Когда я начала искать работу, мало кто из одногруппников верил, что мне удастся её найти. Я приступила к атаке рынка труда на пару месяцев позже остальных.21 Я не была японкой, я не была китаянкой и даже кореянкой. Я была тем, кого кадровики больших японских компаний обычно не встречают на собеседованиях, рассчитанных на выпускников японских университетов, – бледной иностранкой, которая вот-вот получит диплом престижного местного ВУЗа. Однокурсников часто отсеивали ещё на групповом этапе, а я каждый раз доходила до последнего интервью и проваливалась именно на нём. После очередной неудачи я думала сдаться. Мне казалось, что небо просит меня угомониться, пока не поздно. Шёл третий месяц поисков, я была на грани нервного срыва, я знала, какие вопросы и в какой последовательности мне будут задавать, но я так же знала, что мои ответы никого не интересуют. Я доходила до последнего собеседования только потому, что кадровики и менеджеры хотели посмотреть на заморскую зверушку, а не потому что они хотели взять эту зверушку на содержание в свой зоопарк. Я была для них кем-то вроде оцелота – поглазеть на диковинку желали многие, но покупать не стремились, отдавая предпочтение кошкам обычным, ведь простых котяток было в разы проще приучить к лотку и когтеточке.
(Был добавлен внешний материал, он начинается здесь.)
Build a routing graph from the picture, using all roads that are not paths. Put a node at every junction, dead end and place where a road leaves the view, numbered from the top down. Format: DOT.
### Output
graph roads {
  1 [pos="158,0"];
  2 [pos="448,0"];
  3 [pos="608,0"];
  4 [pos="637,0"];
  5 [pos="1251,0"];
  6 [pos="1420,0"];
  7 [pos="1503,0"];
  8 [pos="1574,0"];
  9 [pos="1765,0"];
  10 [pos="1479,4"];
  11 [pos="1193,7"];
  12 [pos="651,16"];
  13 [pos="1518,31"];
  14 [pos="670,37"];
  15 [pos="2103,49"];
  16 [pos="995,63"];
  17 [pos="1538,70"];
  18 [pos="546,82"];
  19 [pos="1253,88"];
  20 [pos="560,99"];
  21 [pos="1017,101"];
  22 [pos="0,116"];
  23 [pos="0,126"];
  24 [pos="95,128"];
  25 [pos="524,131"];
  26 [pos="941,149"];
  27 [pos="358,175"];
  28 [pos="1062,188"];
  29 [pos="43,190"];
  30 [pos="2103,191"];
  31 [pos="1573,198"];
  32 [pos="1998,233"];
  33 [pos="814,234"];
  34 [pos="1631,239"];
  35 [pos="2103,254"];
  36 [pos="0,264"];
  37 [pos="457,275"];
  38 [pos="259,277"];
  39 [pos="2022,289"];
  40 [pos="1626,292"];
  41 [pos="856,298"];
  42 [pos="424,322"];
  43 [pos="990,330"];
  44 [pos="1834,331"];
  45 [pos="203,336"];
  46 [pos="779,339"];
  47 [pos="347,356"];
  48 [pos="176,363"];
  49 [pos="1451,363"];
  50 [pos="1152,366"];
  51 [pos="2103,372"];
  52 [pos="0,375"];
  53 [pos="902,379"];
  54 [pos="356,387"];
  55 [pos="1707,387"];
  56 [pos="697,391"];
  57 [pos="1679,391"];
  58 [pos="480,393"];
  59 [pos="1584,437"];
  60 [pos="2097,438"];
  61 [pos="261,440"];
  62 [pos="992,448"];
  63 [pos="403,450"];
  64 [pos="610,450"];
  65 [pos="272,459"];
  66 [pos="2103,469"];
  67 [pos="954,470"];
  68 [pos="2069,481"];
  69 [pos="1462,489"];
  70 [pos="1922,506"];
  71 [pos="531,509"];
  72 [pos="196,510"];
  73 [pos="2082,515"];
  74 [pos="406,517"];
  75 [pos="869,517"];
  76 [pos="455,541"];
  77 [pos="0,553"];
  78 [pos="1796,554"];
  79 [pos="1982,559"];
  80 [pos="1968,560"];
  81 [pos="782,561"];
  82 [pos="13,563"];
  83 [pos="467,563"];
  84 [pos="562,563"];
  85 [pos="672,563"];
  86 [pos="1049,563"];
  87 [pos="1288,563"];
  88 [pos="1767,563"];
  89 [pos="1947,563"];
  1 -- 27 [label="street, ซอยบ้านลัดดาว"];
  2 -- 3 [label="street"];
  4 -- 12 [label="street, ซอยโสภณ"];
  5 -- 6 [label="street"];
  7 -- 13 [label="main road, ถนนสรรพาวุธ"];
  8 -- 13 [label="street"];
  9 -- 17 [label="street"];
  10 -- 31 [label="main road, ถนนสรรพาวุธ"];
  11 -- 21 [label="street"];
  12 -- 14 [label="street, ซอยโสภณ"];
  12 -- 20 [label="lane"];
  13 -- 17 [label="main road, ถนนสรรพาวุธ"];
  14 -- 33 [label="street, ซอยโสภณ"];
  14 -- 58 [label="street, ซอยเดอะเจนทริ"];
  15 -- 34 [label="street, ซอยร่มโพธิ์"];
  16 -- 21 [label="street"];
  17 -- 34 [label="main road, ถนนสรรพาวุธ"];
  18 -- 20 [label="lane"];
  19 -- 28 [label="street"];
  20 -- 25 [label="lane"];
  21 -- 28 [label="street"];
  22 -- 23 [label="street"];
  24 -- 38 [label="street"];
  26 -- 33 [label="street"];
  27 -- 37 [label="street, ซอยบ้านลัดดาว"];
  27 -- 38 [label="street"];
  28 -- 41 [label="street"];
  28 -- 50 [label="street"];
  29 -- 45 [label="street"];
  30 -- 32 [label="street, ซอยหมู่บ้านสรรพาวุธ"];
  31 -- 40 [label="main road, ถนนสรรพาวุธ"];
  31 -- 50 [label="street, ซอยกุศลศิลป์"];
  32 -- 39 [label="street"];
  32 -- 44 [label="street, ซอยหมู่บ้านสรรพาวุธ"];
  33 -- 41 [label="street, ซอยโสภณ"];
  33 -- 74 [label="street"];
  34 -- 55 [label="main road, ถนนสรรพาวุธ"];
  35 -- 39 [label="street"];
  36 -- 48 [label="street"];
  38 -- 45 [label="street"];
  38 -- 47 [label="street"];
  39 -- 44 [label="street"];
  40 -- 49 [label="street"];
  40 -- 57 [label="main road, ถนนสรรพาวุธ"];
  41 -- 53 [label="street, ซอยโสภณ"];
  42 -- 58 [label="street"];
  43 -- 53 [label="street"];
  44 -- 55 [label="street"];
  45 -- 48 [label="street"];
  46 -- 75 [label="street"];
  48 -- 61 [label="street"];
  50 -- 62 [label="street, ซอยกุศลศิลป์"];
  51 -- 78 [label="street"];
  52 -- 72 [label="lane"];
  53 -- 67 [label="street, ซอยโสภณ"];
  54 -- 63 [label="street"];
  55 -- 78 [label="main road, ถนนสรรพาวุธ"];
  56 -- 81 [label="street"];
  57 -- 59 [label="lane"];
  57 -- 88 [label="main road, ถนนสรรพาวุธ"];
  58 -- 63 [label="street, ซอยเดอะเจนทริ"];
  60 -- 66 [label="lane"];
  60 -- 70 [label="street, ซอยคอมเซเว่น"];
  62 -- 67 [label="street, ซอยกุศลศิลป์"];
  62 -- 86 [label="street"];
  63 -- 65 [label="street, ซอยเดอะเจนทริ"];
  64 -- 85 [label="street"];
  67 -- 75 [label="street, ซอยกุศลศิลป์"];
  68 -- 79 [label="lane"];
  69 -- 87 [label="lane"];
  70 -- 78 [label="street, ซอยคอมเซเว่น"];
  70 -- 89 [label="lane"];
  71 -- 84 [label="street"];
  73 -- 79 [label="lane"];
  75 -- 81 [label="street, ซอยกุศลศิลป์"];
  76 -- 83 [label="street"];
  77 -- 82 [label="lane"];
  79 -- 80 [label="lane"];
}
Я решила, что Птичья башня станет последним небоскрёбом, порог которого я пойду обивать – набойки на туфлях и так почти стёрлись от бегания по городским джунглям. Интервью в Птичьей башне было чем-то вроде подброшенной в воздух монетки: выпадет решка, стану клерком, орёл – пойду в докторантуру. Выпала решка.
Ни одна живая душа не попыталась остановить меня, когда я готовилась нырнуть в мир больших корпораций, кроме научника. Профессор так сильно расстроился, что даже не пришёл на церемонию вручения мне премии. Сэнсэй22 считал, что я его предала, но он и не догадывался, что предала я не только его, но ещё себя и всё, во что верила.
Остальные почему-то были рады, что я отреклась от науки ради «бумажной мечты».
«Теперь ты стала значимой ячейкой общества», – поздравили меня родители то ли в шутку, то ли всерьёз. Подруги, почти забывшие обо мне, принялись бомбить сообщениями и звонками в «Скайпе», «Вайбере» и «Фейстайме».